EXERCISE PROMPT> Take each line of the entries below that contains "meet" and copy it.
____
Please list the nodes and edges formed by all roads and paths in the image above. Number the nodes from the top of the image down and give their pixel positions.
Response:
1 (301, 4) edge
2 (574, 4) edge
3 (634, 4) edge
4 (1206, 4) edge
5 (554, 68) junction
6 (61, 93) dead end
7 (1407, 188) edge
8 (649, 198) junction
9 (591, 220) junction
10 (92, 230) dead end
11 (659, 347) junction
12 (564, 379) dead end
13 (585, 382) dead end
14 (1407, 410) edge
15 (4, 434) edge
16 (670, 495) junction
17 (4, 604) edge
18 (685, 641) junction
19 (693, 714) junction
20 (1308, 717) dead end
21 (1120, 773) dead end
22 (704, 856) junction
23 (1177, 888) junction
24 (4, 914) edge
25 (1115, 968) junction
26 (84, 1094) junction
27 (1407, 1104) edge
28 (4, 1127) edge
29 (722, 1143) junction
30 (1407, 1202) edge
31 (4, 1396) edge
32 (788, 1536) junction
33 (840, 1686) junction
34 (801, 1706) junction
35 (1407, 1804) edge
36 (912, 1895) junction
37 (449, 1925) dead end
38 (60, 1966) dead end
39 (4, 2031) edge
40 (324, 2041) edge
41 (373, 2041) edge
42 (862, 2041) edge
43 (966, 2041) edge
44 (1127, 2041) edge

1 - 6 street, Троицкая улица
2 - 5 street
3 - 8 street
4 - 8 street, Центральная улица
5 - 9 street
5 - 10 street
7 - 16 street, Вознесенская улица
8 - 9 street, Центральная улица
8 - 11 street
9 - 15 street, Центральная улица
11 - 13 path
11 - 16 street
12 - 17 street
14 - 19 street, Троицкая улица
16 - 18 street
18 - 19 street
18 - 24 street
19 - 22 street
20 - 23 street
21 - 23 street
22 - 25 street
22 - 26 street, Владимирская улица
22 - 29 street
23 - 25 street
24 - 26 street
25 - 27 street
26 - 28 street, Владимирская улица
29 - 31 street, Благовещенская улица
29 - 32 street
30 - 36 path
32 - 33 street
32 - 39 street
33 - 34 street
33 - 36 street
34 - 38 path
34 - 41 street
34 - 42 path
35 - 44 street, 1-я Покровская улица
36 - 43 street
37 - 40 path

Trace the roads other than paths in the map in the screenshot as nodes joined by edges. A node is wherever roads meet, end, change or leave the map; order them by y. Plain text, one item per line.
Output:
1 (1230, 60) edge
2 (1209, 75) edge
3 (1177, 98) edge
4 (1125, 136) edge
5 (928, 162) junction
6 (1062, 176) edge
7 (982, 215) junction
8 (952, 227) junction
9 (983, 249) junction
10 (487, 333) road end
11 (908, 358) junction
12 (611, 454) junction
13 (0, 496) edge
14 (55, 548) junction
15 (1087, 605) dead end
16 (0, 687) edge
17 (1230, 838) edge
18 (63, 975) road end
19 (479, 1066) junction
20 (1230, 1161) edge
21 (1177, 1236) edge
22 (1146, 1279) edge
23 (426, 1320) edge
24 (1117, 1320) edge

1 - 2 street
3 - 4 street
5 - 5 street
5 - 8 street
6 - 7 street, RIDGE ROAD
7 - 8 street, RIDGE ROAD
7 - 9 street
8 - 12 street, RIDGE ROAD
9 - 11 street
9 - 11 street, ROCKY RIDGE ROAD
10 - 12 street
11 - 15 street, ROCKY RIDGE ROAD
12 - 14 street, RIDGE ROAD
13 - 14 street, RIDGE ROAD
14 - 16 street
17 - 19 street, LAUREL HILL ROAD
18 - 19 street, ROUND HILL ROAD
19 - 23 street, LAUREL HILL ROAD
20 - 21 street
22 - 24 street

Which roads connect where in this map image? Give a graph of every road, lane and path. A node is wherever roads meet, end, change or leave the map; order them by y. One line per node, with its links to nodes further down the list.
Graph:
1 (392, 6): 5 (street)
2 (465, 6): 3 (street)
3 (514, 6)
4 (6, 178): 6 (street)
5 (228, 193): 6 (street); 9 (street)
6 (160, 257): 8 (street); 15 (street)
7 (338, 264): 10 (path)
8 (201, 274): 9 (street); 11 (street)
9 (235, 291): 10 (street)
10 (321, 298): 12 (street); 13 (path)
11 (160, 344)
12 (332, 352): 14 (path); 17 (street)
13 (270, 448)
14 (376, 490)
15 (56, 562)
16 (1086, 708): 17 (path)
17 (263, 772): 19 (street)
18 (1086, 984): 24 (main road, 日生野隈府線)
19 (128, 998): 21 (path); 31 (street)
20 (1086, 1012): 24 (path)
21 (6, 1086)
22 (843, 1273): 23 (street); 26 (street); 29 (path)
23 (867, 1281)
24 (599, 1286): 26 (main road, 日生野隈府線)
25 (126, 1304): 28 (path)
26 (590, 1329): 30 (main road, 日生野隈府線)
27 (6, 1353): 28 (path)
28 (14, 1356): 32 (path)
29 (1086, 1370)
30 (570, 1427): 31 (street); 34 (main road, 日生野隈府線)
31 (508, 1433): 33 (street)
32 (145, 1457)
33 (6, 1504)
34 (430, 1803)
____
EXERCISE RESULT>
Trace the roads other than paths in the map in the screenshot as nodes joined by edges. A node is wherever roads meet, end, change or leave the map; order them by y. Plain text, one item per line.
Which roads connect where in this map image? Give a graph of every road, lane and path. A node is wherever roads meet, end, change or leave the map; order them by y. One line per node, with its links to nodes further down the list.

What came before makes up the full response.